Eux aussi, à leur façon, traversent leur propre épreuve du deuil. Pas aussi fortement que nous, mais eux ont perdu une personne qu'ils aimaient, peuvent s'en vouloir de ne pas avoir été suffisament présents et chercher, par des gestes, des mots, envers nous qui restons et souffrons, de façon plus ou moins visible, de cette disparition, une manière de se racheter vis à vis d'eux même. La maladresse nous fait souvent mal, c'est vrai, mais ce n'est pas de l'égoïsme pur, volontaire (même si dans le deuil tu as d'une certaine façon une forme d'égoïsme...), mais bel et bien une impuissance à nous porter ce que nous attendons. Ils voudraient nous aider mais pensent que nous ne souhaitons, ne devons, pas parler de l'absence, alors que c'est justement ce qui nous soulage le plus... Tiens, quelle est la première phrase qu'ils nous disent tous ? "comment vas tu ?", comme si nous pouvions aller bien... Pour ma part je répond que ça va alors que j'ai systématiquement envie d'hurler ma douleur... Pour préserver, pour ne pas montrer, pour rassurer.

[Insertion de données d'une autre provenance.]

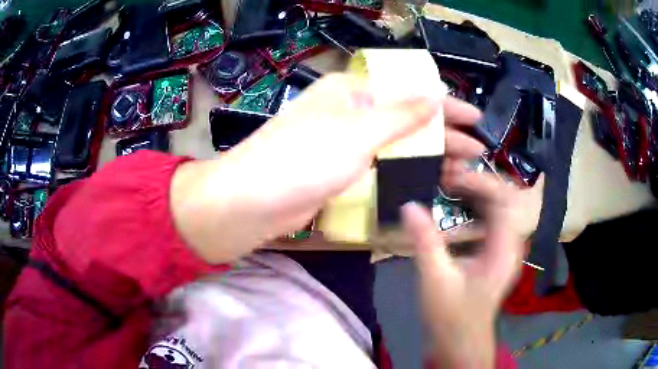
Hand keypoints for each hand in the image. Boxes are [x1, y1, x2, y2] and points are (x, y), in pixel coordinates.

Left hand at [171, 73, 484, 262]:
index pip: (409, 91)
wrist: (251, 201)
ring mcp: (344, 142)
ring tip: (461, 167)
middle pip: (407, 117)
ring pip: (397, 143)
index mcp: (351, 92)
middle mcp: (349, 112)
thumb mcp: (357, 132)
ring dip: (428, 153)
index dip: (444, 104)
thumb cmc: (301, 158)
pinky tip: (427, 177)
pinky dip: (405, 169)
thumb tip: (435, 94)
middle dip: (442, 133)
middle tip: (475, 148)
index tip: (473, 117)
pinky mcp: (339, 169)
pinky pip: (382, 163)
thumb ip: (400, 115)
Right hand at [402, 164, 522, 367]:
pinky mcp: (493, 253)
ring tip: (447, 184)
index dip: (481, 182)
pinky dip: (471, 209)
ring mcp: (503, 247)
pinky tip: (451, 209)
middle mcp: (510, 243)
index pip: (504, 199)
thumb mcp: (436, 281)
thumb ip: (425, 242)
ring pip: (496, 207)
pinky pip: (488, 220)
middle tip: (447, 175)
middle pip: (503, 198)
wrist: (460, 342)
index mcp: (505, 248)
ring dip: (474, 193)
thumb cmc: (452, 317)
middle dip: (477, 183)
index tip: (452, 176)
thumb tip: (408, 205)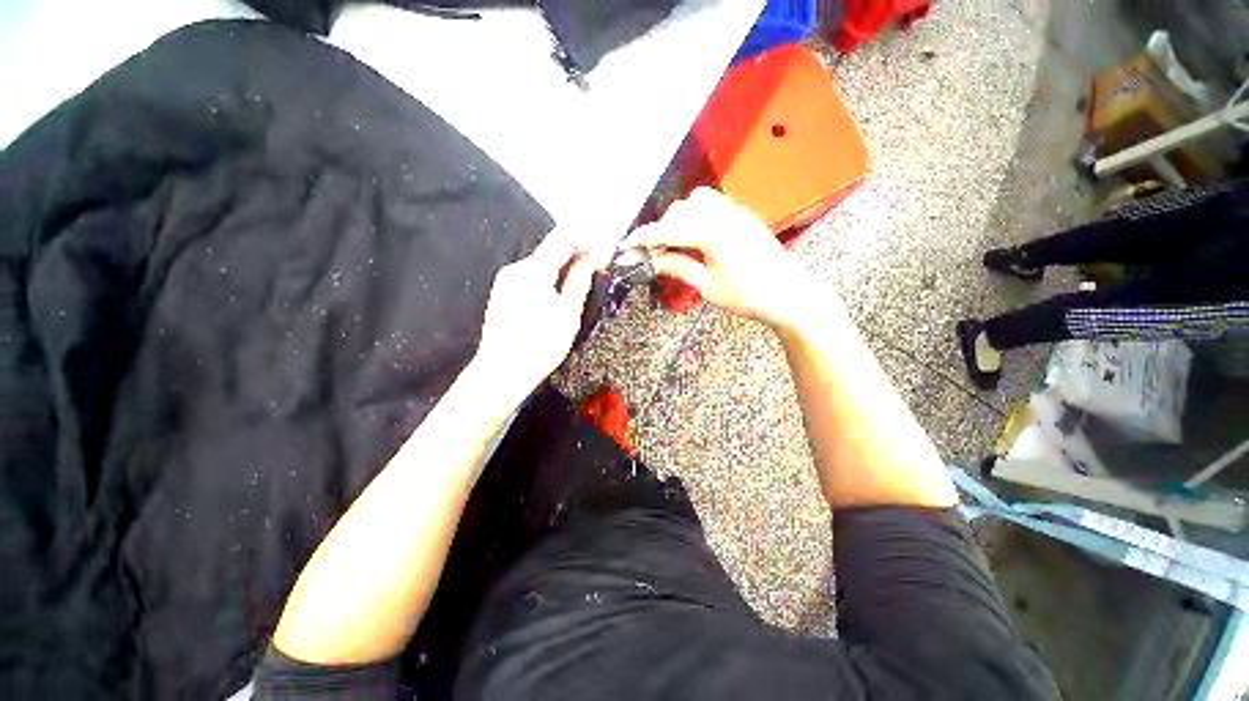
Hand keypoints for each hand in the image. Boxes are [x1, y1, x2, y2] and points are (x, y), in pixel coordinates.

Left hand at [472, 229, 602, 402]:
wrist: (501, 372)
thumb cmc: (539, 347)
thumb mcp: (568, 314)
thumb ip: (580, 281)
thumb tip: (594, 257)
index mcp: (533, 271)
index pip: (563, 238)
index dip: (586, 238)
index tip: (603, 247)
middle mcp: (516, 268)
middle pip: (552, 249)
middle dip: (577, 252)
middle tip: (598, 264)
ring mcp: (507, 279)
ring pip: (543, 262)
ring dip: (564, 265)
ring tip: (584, 278)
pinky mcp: (504, 291)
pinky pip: (532, 275)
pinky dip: (550, 276)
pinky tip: (561, 291)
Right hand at [623, 188, 818, 331]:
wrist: (790, 295)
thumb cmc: (751, 296)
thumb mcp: (708, 287)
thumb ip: (679, 267)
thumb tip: (653, 261)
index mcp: (713, 233)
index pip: (667, 229)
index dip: (643, 238)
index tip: (626, 247)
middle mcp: (724, 215)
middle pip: (678, 211)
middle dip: (659, 230)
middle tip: (649, 254)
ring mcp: (736, 213)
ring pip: (695, 202)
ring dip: (678, 219)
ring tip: (672, 244)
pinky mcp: (743, 217)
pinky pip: (712, 205)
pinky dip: (695, 216)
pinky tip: (693, 236)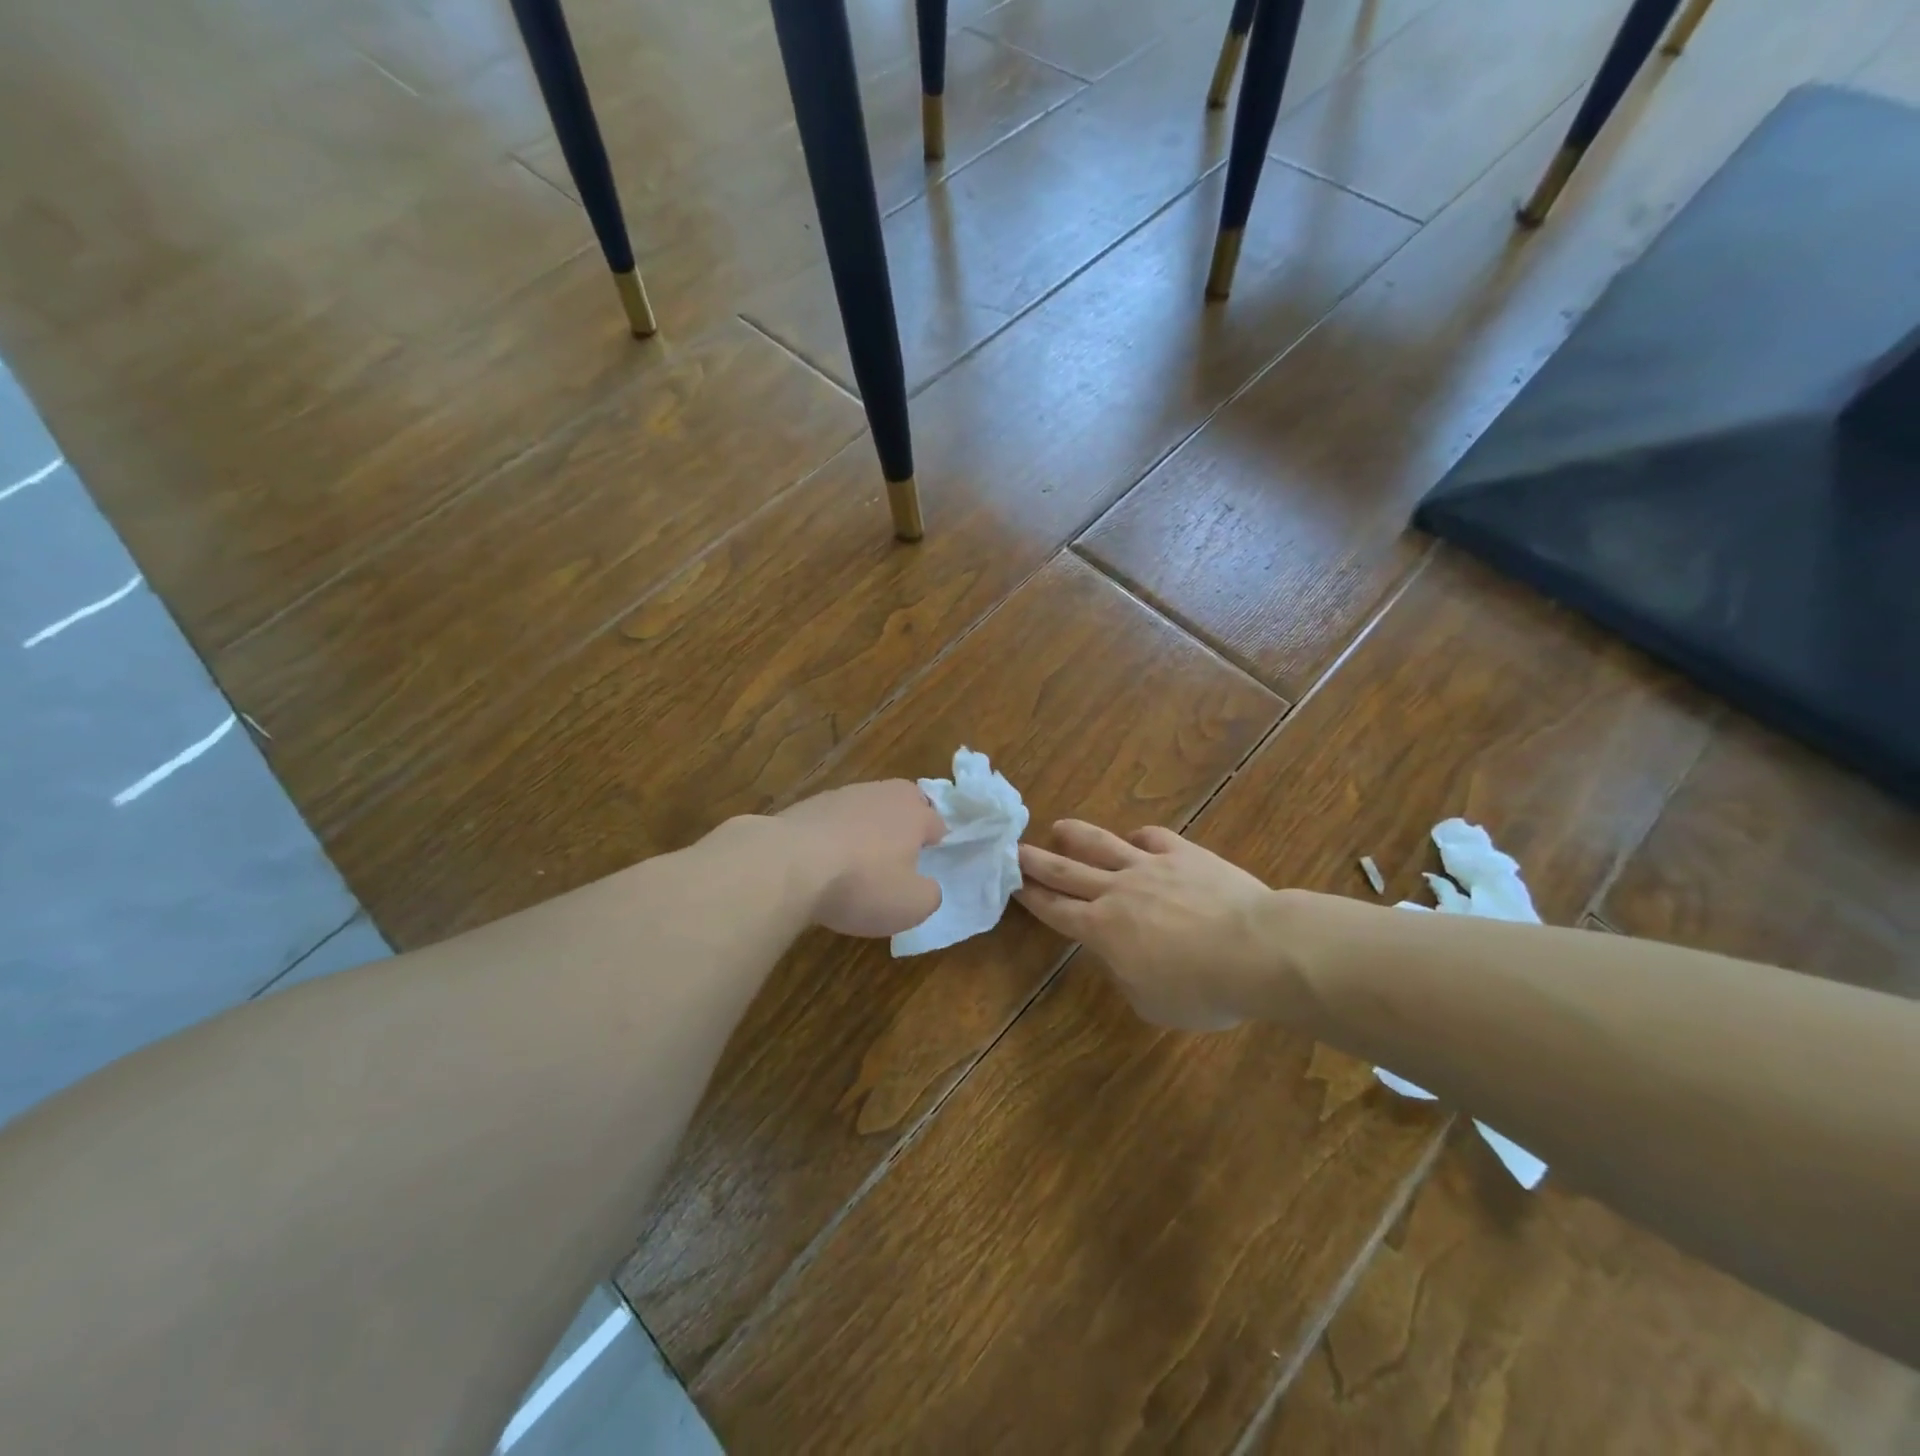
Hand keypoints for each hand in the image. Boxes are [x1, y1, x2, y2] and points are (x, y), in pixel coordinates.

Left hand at [777, 780, 945, 937]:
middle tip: (899, 853)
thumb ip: (930, 894)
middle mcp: (882, 794)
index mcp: (915, 813)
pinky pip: (833, 819)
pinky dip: (834, 835)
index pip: (937, 822)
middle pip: (903, 802)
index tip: (927, 866)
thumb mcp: (911, 905)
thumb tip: (927, 886)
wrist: (788, 865)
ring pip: (866, 807)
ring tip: (856, 861)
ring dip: (866, 828)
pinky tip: (823, 861)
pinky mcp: (808, 805)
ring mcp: (842, 795)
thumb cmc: (862, 883)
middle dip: (905, 822)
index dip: (936, 844)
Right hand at [1017, 821, 1289, 1031]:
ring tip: (1059, 827)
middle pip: (1066, 870)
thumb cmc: (1203, 990)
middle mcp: (1116, 891)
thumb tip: (1120, 958)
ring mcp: (1149, 866)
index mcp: (1102, 930)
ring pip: (1102, 844)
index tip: (1011, 883)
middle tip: (1013, 848)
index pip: (1055, 910)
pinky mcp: (1183, 853)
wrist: (1256, 950)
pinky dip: (1139, 837)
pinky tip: (1136, 838)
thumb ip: (1126, 977)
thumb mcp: (1152, 1004)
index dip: (1030, 897)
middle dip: (1036, 860)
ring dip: (1076, 835)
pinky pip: (1152, 838)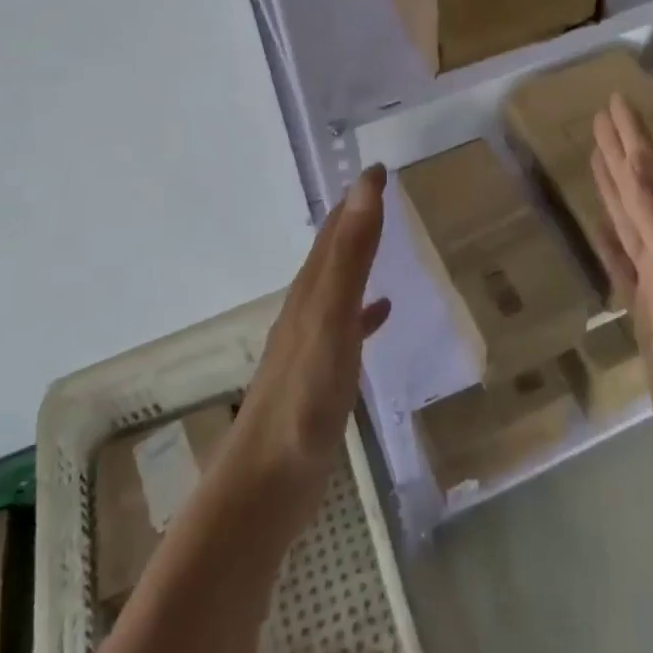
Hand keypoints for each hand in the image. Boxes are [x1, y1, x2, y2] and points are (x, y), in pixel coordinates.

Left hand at [225, 166, 391, 520]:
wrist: (266, 484)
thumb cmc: (303, 397)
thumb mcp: (331, 318)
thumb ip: (350, 255)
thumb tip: (365, 185)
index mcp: (311, 289)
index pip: (336, 228)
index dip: (357, 196)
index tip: (381, 168)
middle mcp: (308, 307)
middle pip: (333, 250)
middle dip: (356, 217)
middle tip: (385, 192)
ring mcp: (312, 343)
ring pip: (338, 283)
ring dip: (358, 256)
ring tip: (386, 239)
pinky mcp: (319, 376)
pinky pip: (347, 326)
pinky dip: (365, 310)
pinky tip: (381, 313)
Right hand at [589, 94, 652, 495]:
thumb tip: (638, 161)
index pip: (651, 172)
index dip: (632, 136)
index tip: (615, 100)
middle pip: (641, 187)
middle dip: (621, 150)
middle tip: (599, 117)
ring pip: (631, 218)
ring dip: (615, 186)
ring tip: (596, 157)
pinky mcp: (646, 309)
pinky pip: (622, 259)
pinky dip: (610, 237)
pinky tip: (598, 224)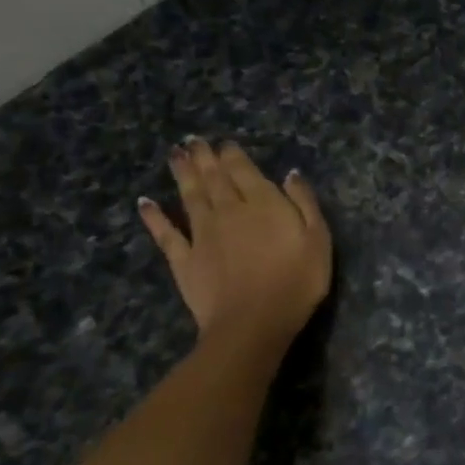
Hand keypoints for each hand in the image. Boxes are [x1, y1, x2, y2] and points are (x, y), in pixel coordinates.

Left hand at [139, 138, 331, 353]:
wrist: (253, 323)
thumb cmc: (296, 281)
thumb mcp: (318, 239)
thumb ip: (304, 203)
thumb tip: (290, 174)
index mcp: (262, 204)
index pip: (244, 171)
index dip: (233, 155)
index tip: (224, 143)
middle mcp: (228, 211)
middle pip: (213, 178)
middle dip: (204, 157)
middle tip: (193, 140)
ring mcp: (202, 235)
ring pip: (190, 197)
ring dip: (182, 174)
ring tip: (175, 154)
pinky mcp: (184, 260)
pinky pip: (166, 233)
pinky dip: (154, 217)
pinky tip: (145, 203)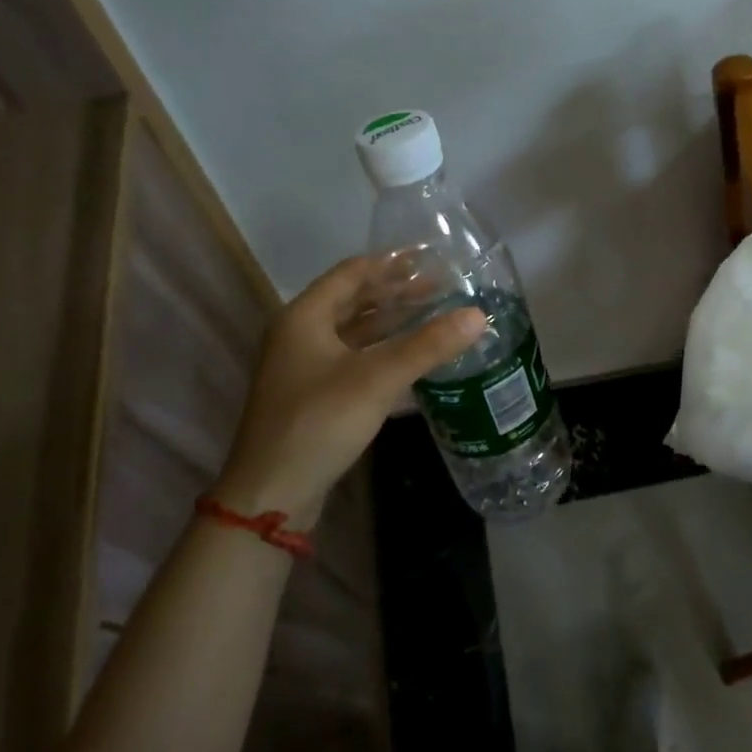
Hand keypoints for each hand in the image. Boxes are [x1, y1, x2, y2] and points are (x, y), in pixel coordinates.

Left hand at [214, 258, 486, 527]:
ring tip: (434, 314)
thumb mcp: (377, 378)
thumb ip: (428, 345)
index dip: (391, 262)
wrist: (272, 493)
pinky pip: (356, 358)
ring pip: (355, 331)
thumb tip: (478, 315)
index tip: (431, 257)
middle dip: (396, 291)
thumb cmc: (318, 422)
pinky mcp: (316, 395)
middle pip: (353, 300)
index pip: (352, 273)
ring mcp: (306, 367)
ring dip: (392, 321)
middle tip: (441, 286)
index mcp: (305, 317)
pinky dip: (384, 350)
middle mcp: (301, 334)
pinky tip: (414, 356)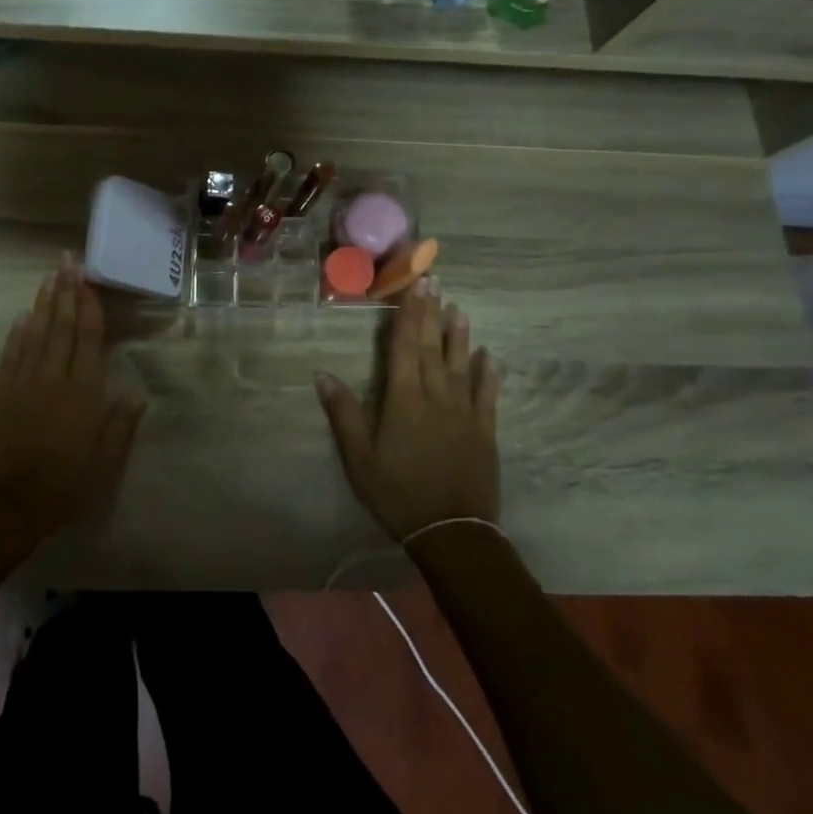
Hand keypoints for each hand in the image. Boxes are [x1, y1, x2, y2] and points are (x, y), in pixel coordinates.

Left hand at [0, 256, 146, 550]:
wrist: (1, 506)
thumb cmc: (60, 489)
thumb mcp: (103, 466)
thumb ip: (120, 427)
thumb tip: (136, 393)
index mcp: (84, 393)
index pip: (88, 338)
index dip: (89, 306)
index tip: (88, 280)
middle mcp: (54, 378)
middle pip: (62, 326)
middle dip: (66, 291)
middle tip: (67, 261)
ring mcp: (23, 382)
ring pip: (36, 333)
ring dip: (43, 303)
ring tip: (49, 277)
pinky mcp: (0, 393)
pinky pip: (12, 354)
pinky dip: (18, 333)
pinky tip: (22, 317)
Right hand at [315, 280, 500, 540]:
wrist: (452, 532)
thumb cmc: (397, 493)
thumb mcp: (359, 458)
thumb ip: (343, 413)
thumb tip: (322, 373)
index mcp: (404, 398)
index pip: (403, 346)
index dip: (407, 313)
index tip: (413, 285)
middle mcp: (436, 395)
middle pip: (431, 346)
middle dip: (431, 312)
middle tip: (435, 281)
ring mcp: (464, 411)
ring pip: (461, 363)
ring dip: (459, 335)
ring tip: (459, 308)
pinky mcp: (484, 430)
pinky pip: (487, 394)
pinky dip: (489, 373)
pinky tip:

De plus, le recul que nous adoptons tous, que ce soit pour préserver les autres, ou pour "cacher" notre souffrance, les mets en confiance, les rassure, les conforte dans l'idée que le deuil n'est qu'un moment dans une société ou le temps est compté, il est difficile pour eux de comprendre que ce temps est impossible à quantifier, notre société ne préparant pas à ça. Ils s'éloignent, mais sont persuadés avoir joué leur rôle... Dans notre société, tout doit être quantifié question temps, et comprendre que le deuil est inquantifiable est contraire aux pratiques habituelles de notre monde. Le soutien est systématiquement, et pour nous tous, une question de temps avant de voir ce soutien doucement disparaitre et les relations retrouver un rythme normalisé, parce que le temps est passé, et que ce temps devrait nous avoir permis de réduire la souffrance alors que nous constatons tous au contraire que ce temps ne fait qu'éxacerber cette souffrance, ce qui est totalement contraire à ce qu'on nous enseigne... Comment, dès lors, s'étonner de ce que nous constatons tous : un recul du soutien que nous prenons tous pour un désinteressement, mais qui n'est en fait qu'une étape normale.
Ça, tu le retrouve dans les vidéos du site, dans différentes lectures aussi (je ne saurais que trop conseiller la lecture de "Faut-il faire son deuil" de Pascal Dreyer qui étudie non seulement le point de vue des proches, parents, conjoints, mais aussi des amis, du personnel soignant et de tous ceux qui, de près ou de loin, ont une partie du deuil à partager. L'étude sociologique de cet ouvrage est interessant, surtout face à cette vision du deuil qu'ont les proches amis, point que tu soulève ici).